● **Records provided**
==========

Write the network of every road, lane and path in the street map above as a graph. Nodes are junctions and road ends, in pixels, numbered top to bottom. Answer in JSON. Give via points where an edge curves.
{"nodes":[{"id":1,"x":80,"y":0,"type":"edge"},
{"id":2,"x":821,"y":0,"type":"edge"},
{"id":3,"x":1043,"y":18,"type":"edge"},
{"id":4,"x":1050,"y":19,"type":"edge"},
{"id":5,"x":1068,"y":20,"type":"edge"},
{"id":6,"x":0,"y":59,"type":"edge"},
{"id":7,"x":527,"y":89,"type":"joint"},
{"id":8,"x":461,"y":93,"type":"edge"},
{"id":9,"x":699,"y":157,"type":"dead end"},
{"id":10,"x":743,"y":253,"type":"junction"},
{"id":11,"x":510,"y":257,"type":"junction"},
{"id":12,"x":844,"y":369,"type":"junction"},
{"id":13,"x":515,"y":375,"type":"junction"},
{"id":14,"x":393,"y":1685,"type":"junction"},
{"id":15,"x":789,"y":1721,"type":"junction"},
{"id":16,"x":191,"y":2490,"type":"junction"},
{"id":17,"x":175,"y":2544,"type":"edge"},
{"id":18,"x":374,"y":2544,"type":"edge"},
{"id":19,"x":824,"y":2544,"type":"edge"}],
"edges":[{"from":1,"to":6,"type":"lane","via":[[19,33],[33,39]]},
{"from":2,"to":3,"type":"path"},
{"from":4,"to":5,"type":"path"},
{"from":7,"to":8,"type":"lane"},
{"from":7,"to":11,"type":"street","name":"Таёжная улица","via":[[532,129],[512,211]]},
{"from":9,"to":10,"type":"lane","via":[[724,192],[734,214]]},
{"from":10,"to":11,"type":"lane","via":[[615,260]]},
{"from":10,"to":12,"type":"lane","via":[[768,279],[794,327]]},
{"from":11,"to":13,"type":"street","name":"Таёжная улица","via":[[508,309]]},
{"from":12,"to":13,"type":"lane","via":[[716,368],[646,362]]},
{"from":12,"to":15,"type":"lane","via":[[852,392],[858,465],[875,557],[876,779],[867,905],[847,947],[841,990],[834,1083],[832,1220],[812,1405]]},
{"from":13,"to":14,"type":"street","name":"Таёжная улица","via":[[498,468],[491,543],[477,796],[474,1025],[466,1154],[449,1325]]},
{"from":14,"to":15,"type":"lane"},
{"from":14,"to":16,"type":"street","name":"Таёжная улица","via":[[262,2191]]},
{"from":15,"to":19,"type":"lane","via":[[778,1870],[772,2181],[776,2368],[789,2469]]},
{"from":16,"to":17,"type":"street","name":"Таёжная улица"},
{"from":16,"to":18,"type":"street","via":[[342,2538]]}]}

==========

● **Instructions for the task**
Every line in the data that includes the word "path" should be counted, and only the resulting number given.

● **Written answer**
3